[Opening EXTRACTED ENTRIES section]

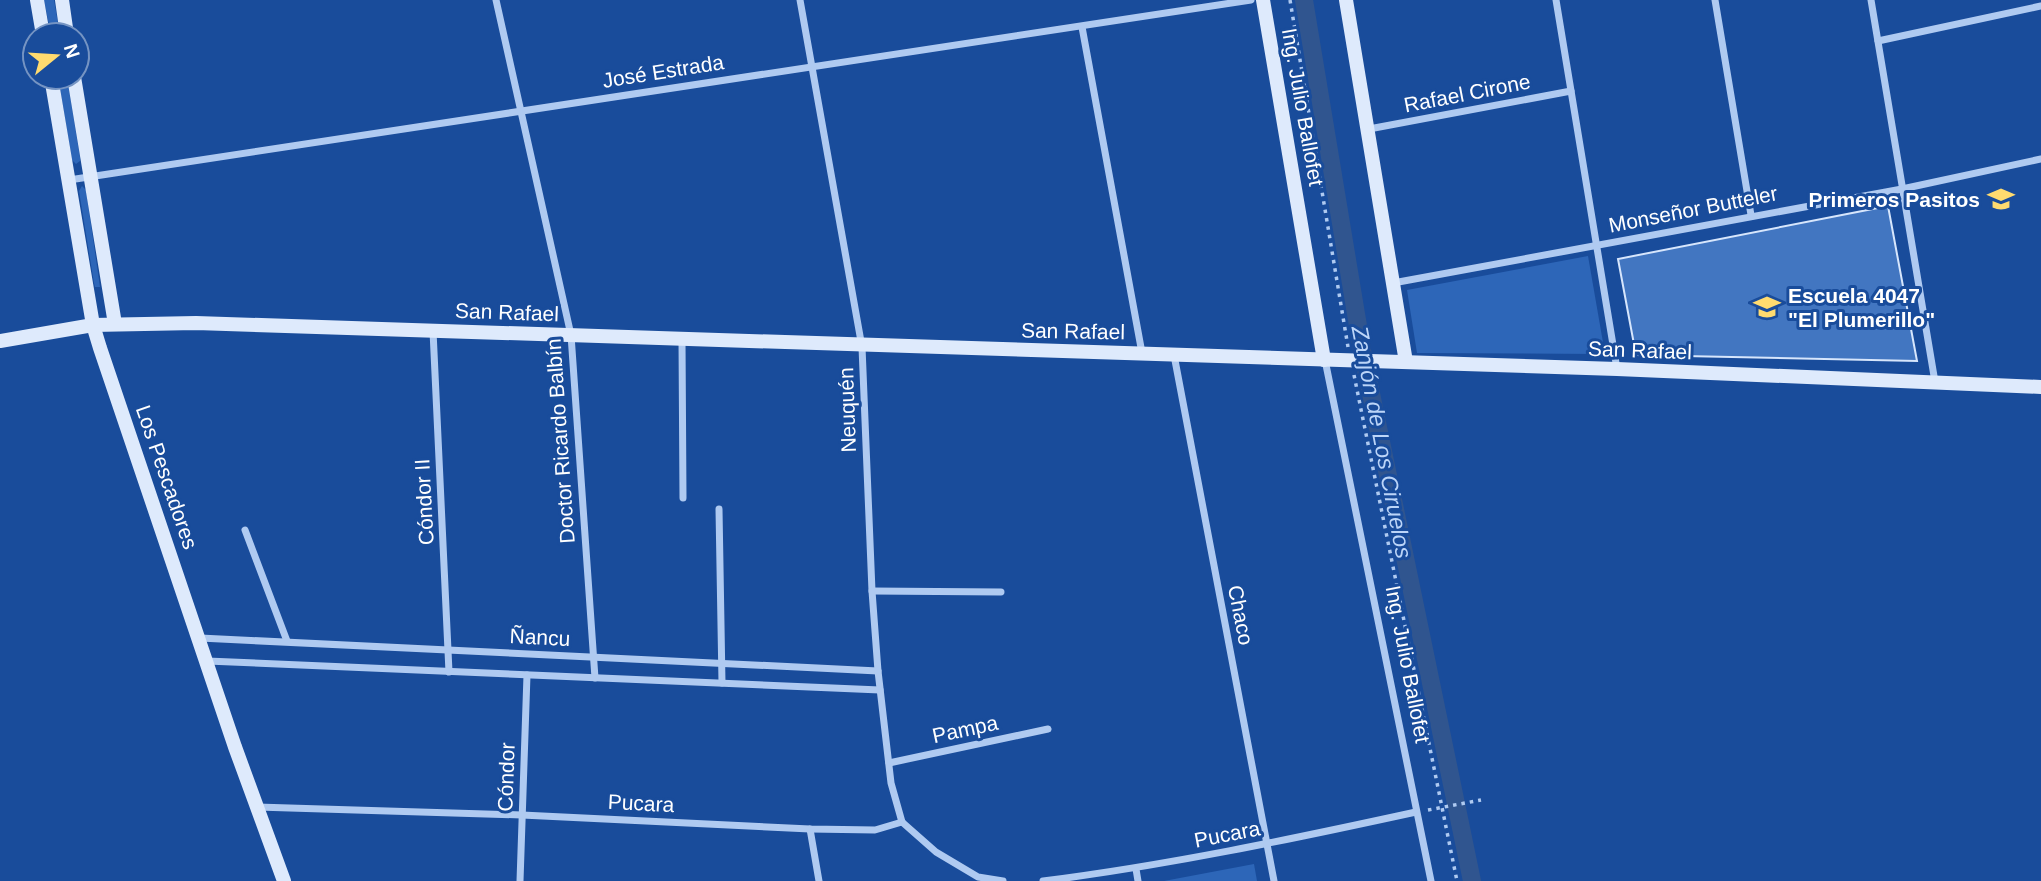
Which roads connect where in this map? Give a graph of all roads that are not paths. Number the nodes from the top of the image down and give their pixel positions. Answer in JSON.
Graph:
{"nodes":[{"id":1,"x":37,"y":0,"type":"edge"},
{"id":2,"x":62,"y":0,"type":"edge"},
{"id":3,"x":496,"y":0,"type":"edge"},
{"id":4,"x":800,"y":0,"type":"edge"},
{"id":5,"x":1251,"y":0,"type":"edge"},
{"id":6,"x":1264,"y":0,"type":"edge"},
{"id":7,"x":1346,"y":0,"type":"edge"},
{"id":8,"x":1556,"y":0,"type":"edge"},
{"id":9,"x":1715,"y":0,"type":"edge"},
{"id":10,"x":1871,"y":0,"type":"edge"},
{"id":11,"x":2041,"y":6,"type":"edge"},
{"id":12,"x":41,"y":21,"type":"edge"},
{"id":13,"x":65,"y":21,"type":"edge"},
{"id":14,"x":1082,"y":27,"type":"junction"},
{"id":15,"x":1878,"y":41,"type":"junction"},
{"id":16,"x":813,"y":66,"type":"junction"},
{"id":17,"x":55,"y":91,"type":"edge"},
{"id":18,"x":75,"y":91,"type":"edge"},
{"id":19,"x":1571,"y":91,"type":"junction"},
{"id":20,"x":522,"y":111,"type":"junction"},
{"id":21,"x":1369,"y":129,"type":"junction"},
{"id":22,"x":2041,"y":159,"type":"edge"},
{"id":23,"x":80,"y":178,"type":"junction"},
{"id":24,"x":1902,"y":188,"type":"junction"},
{"id":25,"x":1751,"y":215,"type":"junction"},
{"id":26,"x":1597,"y":245,"type":"junction"},
{"id":27,"x":1392,"y":283,"type":"junction"},
{"id":28,"x":104,"y":324,"type":"junction"},
{"id":29,"x":433,"y":331,"type":"junction"},
{"id":30,"x":571,"y":335,"type":"junction"},
{"id":31,"x":682,"y":340,"type":"junction"},
{"id":32,"x":0,"y":341,"type":"edge"},
{"id":33,"x":862,"y":347,"type":"junction"},
{"id":34,"x":1142,"y":354,"type":"junction"},
{"id":35,"x":1174,"y":355,"type":"junction"},
{"id":36,"x":1331,"y":360,"type":"junction"},
{"id":37,"x":1406,"y":362,"type":"junction"},
{"id":38,"x":1617,"y":369,"type":"junction"},
{"id":39,"x":1935,"y":383,"type":"junction"},
{"id":40,"x":2041,"y":387,"type":"edge"},
{"id":41,"x":683,"y":498,"type":"dead end"},
{"id":42,"x":719,"y":509,"type":"dead end"},
{"id":43,"x":245,"y":530,"type":"dead end"},
{"id":44,"x":872,"y":591,"type":"junction"},
{"id":45,"x":1001,"y":592,"type":"dead end"},
{"id":46,"x":200,"y":638,"type":"junction"},
{"id":47,"x":287,"y":641,"type":"junction"},
{"id":48,"x":449,"y":649,"type":"junction"},
{"id":49,"x":592,"y":657,"type":"junction"},
{"id":50,"x":207,"y":661,"type":"junction"},
{"id":51,"x":722,"y":663,"type":"junction"},
{"id":52,"x":449,"y":671,"type":"junction"},
{"id":53,"x":878,"y":671,"type":"junction"},
{"id":54,"x":527,"y":675,"type":"junction"},
{"id":55,"x":595,"y":678,"type":"junction"},
{"id":56,"x":722,"y":683,"type":"junction"},
{"id":57,"x":880,"y":690,"type":"junction"},
{"id":58,"x":1048,"y":729,"type":"dead end"},
{"id":59,"x":889,"y":763,"type":"junction"},
{"id":60,"x":257,"y":807,"type":"junction"},
{"id":61,"x":1416,"y":812,"type":"junction"},
{"id":62,"x":522,"y":815,"type":"junction"},
{"id":63,"x":902,"y":822,"type":"junction"},
{"id":64,"x":810,"y":829,"type":"junction"},
{"id":65,"x":1266,"y":845,"type":"junction"},
{"id":66,"x":1136,"y":869,"type":"junction"},
{"id":67,"x":979,"y":879,"type":"edge"},
{"id":68,"x":284,"y":881,"type":"edge"},
{"id":69,"x":520,"y":881,"type":"edge"},
{"id":70,"x":819,"y":881,"type":"edge"},
{"id":71,"x":1003,"y":881,"type":"edge"},
{"id":72,"x":1043,"y":881,"type":"edge"},
{"id":73,"x":1138,"y":881,"type":"edge"},
{"id":74,"x":1274,"y":881,"type":"edge"},
{"id":75,"x":1431,"y":881,"type":"edge"}],
"edges":[{"from":1,"to":12,"type":"street"},
{"from":2,"to":13,"type":"street"},
{"from":3,"to":20,"type":"street","name":"Doctor Ricardo Balbín"},
{"from":4,"to":16,"type":"street","name":"Neuquén"},
{"from":5,"to":14,"type":"street","name":"José Estrada"},
{"from":6,"to":36,"type":"street","name":"Ing. Julio Ballofet"},
{"from":7,"to":21,"type":"street"},
{"from":8,"to":19,"type":"street"},
{"from":9,"to":25,"type":"street"},
{"from":10,"to":15,"type":"street"},
{"from":11,"to":15,"type":"street"},
{"from":14,"to":16,"type":"street","name":"José Estrada"},
{"from":14,"to":34,"type":"street"},
{"from":15,"to":24,"type":"street"},
{"from":16,"to":20,"type":"street","name":"José Estrada"},
{"from":16,"to":33,"type":"street","name":"Neuquén"},
{"from":17,"to":23,"type":"street","name":"Los Pescadores"},
{"from":18,"to":23,"type":"street","name":"Los Pescadores"},
{"from":19,"to":21,"type":"street","name":"Rafael Cirone"},
{"from":19,"to":26,"type":"street"},
{"from":20,"to":23,"type":"street","name":"José Estrada"},
{"from":20,"to":30,"type":"street","name":"Doctor Ricardo Balbín"},
{"from":21,"to":27,"type":"street"},
{"from":22,"to":24,"type":"street","name":"Monseñor Butteler"},
{"from":23,"to":28,"type":"street","name":"Los Pescadores"},
{"from":23,"to":28,"type":"street","name":"Los Pescadores"},
{"from":24,"to":25,"type":"street","name":"Monseñor Butteler"},
{"from":24,"to":39,"type":"street"},
{"from":25,"to":26,"type":"street","name":"Monseñor Butteler"},
{"from":26,"to":27,"type":"street","name":"Monseñor Butteler"},
{"from":26,"to":38,"type":"street"},
{"from":27,"to":37,"type":"street"},
{"from":28,"to":29,"type":"street","name":"San Rafael"},
{"from":28,"to":32,"type":"street","name":"San Rafael"},
{"from":28,"to":46,"type":"street","name":"Los Pescadores"},
{"from":29,"to":30,"type":"street","name":"San Rafael"},
{"from":29,"to":48,"type":"street","name":"Cóndor II"},
{"from":30,"to":31,"type":"street","name":"San Rafael"},
{"from":30,"to":49,"type":"street","name":"Doctor Ricardo Balbín"},
{"from":31,"to":33,"type":"street","name":"San Rafael"},
{"from":31,"to":41,"type":"street"},
{"from":33,"to":34,"type":"street","name":"San Rafael"},
{"from":33,"to":44,"type":"street","name":"Neuquén"},
{"from":34,"to":35,"type":"street","name":"San Rafael"},
{"from":35,"to":36,"type":"street","name":"San Rafael"},
{"from":35,"to":65,"type":"street","name":"Chaco"},
{"from":36,"to":37,"type":"street","name":"San Rafael"},
{"from":36,"to":61,"type":"street","name":"Ing. Julio Ballofet"},
{"from":37,"to":38,"type":"street","name":"San Rafael"},
{"from":38,"to":39,"type":"street","name":"San Rafael"},
{"from":39,"to":40,"type":"street","name":"San Rafael"},
{"from":42,"to":51,"type":"street"},
{"from":43,"to":47,"type":"street"},
{"from":44,"to":45,"type":"street"},
{"from":44,"to":53,"type":"street","name":"Neuquén"},
{"from":46,"to":47,"type":"street","name":"Ñancu"},
{"from":46,"to":50,"type":"street","name":"Los Pescadores"},
{"from":47,"to":48,"type":"street","name":"Ñancu"},
{"from":48,"to":49,"type":"street","name":"Ñancu"},
{"from":48,"to":52,"type":"street","name":"Cóndor II"},
{"from":49,"to":51,"type":"street","name":"Ñancu"},
{"from":49,"to":55,"type":"street","name":"Doctor Ricardo Balbín"},
{"from":50,"to":52,"type":"street","name":"Ñancu"},
{"from":50,"to":60,"type":"street","name":"Los Pescadores"},
{"from":51,"to":53,"type":"street","name":"Ñancu"},
{"from":51,"to":56,"type":"street"},
{"from":52,"to":54,"type":"street","name":"Ñancu"},
{"from":53,"to":57,"type":"street","name":"Neuquén"},
{"from":54,"to":55,"type":"street","name":"Ñancu"},
{"from":54,"to":62,"type":"street","name":"Cóndor"},
{"from":55,"to":56,"type":"street","name":"Ñancu"},
{"from":56,"to":57,"type":"street","name":"Ñancu"},
{"from":57,"to":59,"type":"street","name":"Neuquén"},
{"from":58,"to":59,"type":"street","name":"Pampa"},
{"from":59,"to":63,"type":"street","name":"Neuquén"},
{"from":60,"to":62,"type":"street","name":"Pucara"},
{"from":60,"to":68,"type":"street","name":"Los Pescadores"},
{"from":61,"to":65,"type":"street","name":"Pucara"},
{"from":61,"to":75,"type":"street","name":"Ing. Julio Ballofet"},
{"from":62,"to":64,"type":"street","name":"Pucara"},
{"from":62,"to":69,"type":"street","name":"Cóndor"},
{"from":63,"to":64,"type":"street","name":"Pucara"},
{"from":63,"to":67,"type":"street"},
{"from":64,"to":70,"type":"street"},
{"from":65,"to":66,"type":"street","name":"Pucara"},
{"from":65,"to":74,"type":"street","name":"Chaco"},
{"from":66,"to":72,"type":"street","name":"Pucara"},
{"from":66,"to":73,"type":"street"},
{"from":67,"to":71,"type":"street"}]}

[Closing EXTRACTED ENTRIES section]

TASK DETAILS - Search the entries for the word "dead" and show every line that has it.

ANSWER TO THIS TASK -
{"id":41,"x":683,"y":498,"type":"dead end"},
{"id":42,"x":719,"y":509,"type":"dead end"},
{"id":43,"x":245,"y":530,"type":"dead end"},
{"id":45,"x":1001,"y":592,"type":"dead end"},
{"id":58,"x":1048,"y":729,"type":"dead end"},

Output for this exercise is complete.